What this task involves: Could you retype exactly the lines below between the one holding "pinky dip: (519, 246)" and the one holding "index pip: (407, 321)", inclusive, leaving out any pictures?

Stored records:

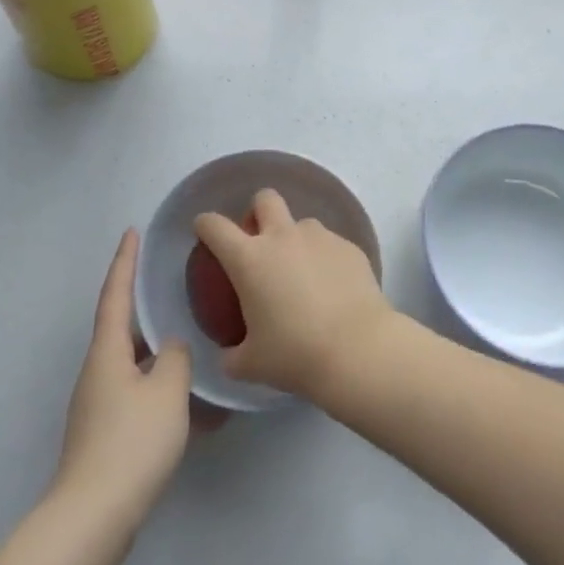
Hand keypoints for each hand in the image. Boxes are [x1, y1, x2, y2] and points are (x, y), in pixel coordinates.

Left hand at [54, 231, 196, 530]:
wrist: (95, 515)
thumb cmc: (132, 441)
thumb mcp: (167, 391)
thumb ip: (176, 358)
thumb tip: (172, 347)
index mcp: (107, 351)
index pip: (116, 294)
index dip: (124, 261)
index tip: (131, 231)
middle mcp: (98, 371)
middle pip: (123, 328)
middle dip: (145, 308)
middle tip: (173, 288)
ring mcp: (99, 404)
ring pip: (135, 365)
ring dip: (160, 355)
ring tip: (193, 346)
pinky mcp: (106, 433)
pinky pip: (139, 396)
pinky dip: (162, 391)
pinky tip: (191, 405)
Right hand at [193, 189, 393, 401]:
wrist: (358, 351)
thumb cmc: (295, 355)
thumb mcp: (251, 365)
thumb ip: (231, 356)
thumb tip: (228, 355)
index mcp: (249, 259)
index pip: (214, 225)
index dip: (205, 225)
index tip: (204, 232)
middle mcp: (282, 237)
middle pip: (264, 199)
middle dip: (257, 212)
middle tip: (260, 243)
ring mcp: (319, 238)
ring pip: (301, 223)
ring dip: (295, 240)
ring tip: (302, 275)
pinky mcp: (349, 247)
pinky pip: (330, 244)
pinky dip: (325, 260)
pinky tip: (332, 289)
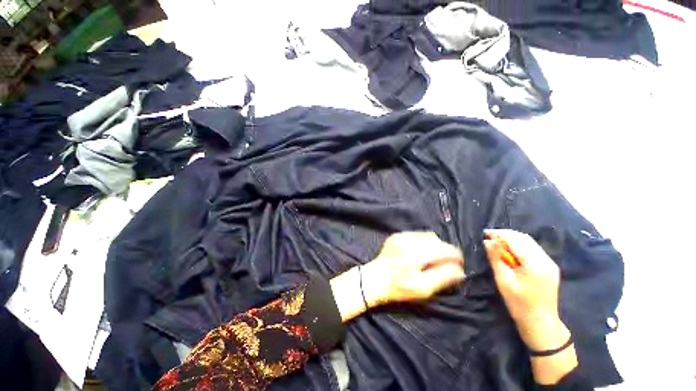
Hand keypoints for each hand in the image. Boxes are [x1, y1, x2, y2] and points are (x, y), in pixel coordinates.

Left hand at [361, 232, 464, 306]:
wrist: (375, 279)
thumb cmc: (398, 287)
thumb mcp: (422, 289)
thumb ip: (442, 277)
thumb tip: (460, 271)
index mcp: (415, 253)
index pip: (444, 249)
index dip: (456, 257)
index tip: (459, 265)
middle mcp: (408, 240)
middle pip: (437, 240)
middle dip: (445, 251)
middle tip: (444, 264)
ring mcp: (401, 236)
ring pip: (428, 236)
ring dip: (434, 245)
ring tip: (431, 259)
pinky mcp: (397, 235)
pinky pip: (417, 235)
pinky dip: (423, 242)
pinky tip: (419, 253)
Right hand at [483, 229, 569, 351]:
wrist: (540, 322)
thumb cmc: (519, 304)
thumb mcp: (503, 281)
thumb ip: (496, 258)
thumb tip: (488, 241)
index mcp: (535, 263)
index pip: (516, 240)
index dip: (499, 234)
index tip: (484, 234)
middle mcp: (545, 259)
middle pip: (524, 238)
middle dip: (505, 235)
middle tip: (489, 238)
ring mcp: (550, 262)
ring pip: (529, 242)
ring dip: (512, 239)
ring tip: (497, 243)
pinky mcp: (550, 266)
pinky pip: (533, 249)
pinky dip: (519, 246)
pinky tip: (510, 251)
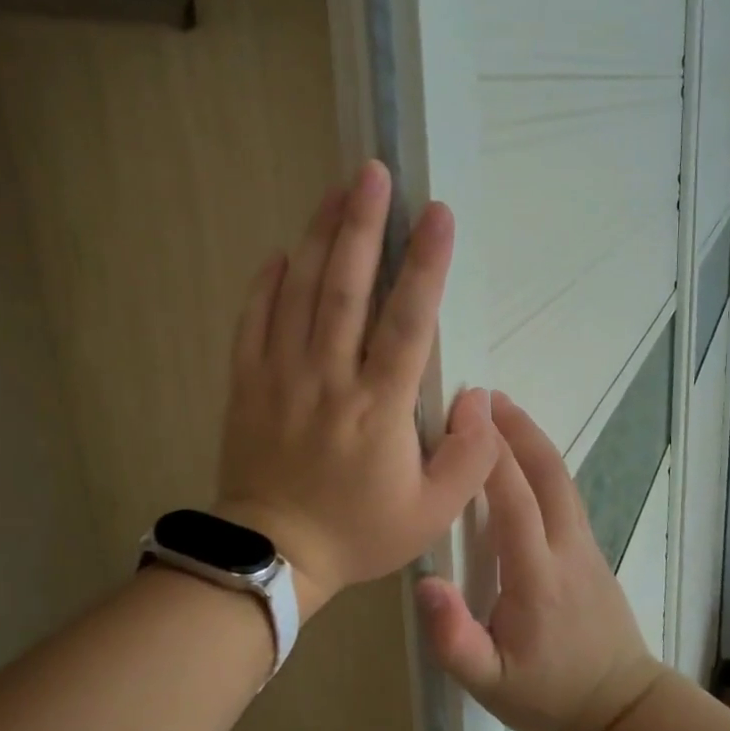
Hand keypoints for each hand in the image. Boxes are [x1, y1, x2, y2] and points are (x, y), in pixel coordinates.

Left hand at [215, 161, 499, 619]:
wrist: (274, 556)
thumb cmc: (359, 531)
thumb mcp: (433, 512)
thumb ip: (470, 457)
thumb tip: (482, 397)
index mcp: (378, 407)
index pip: (407, 321)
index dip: (424, 264)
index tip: (437, 214)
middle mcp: (328, 378)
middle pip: (345, 289)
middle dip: (361, 226)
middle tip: (372, 173)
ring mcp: (281, 376)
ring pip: (299, 294)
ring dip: (319, 239)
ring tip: (336, 192)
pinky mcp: (247, 384)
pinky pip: (253, 322)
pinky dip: (266, 284)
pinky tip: (282, 252)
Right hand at [414, 393, 665, 730]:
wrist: (621, 707)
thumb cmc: (548, 694)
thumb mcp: (490, 685)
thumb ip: (455, 640)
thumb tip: (426, 583)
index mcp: (537, 576)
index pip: (514, 500)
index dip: (491, 453)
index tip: (468, 414)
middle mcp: (566, 547)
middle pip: (547, 473)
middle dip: (517, 428)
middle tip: (484, 395)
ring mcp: (585, 544)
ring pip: (561, 477)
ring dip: (532, 438)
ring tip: (502, 411)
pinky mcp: (591, 548)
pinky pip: (565, 492)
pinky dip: (542, 461)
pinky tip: (523, 456)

Answer for this exercise:
pinky dip: (519, 246)
pinky tip: (510, 251)
Hand keypoints for each hand in the image. Boxes are [x1, y1, x2, y2] and points are (x, y), in pixel coordinates.

Left hand at [215, 161, 499, 619]:
wrist: (274, 556)
thumb cmc: (359, 531)
thumb mcp: (433, 512)
thumb ip: (470, 457)
thumb tip: (482, 397)
index mcp: (378, 407)
index pip: (407, 321)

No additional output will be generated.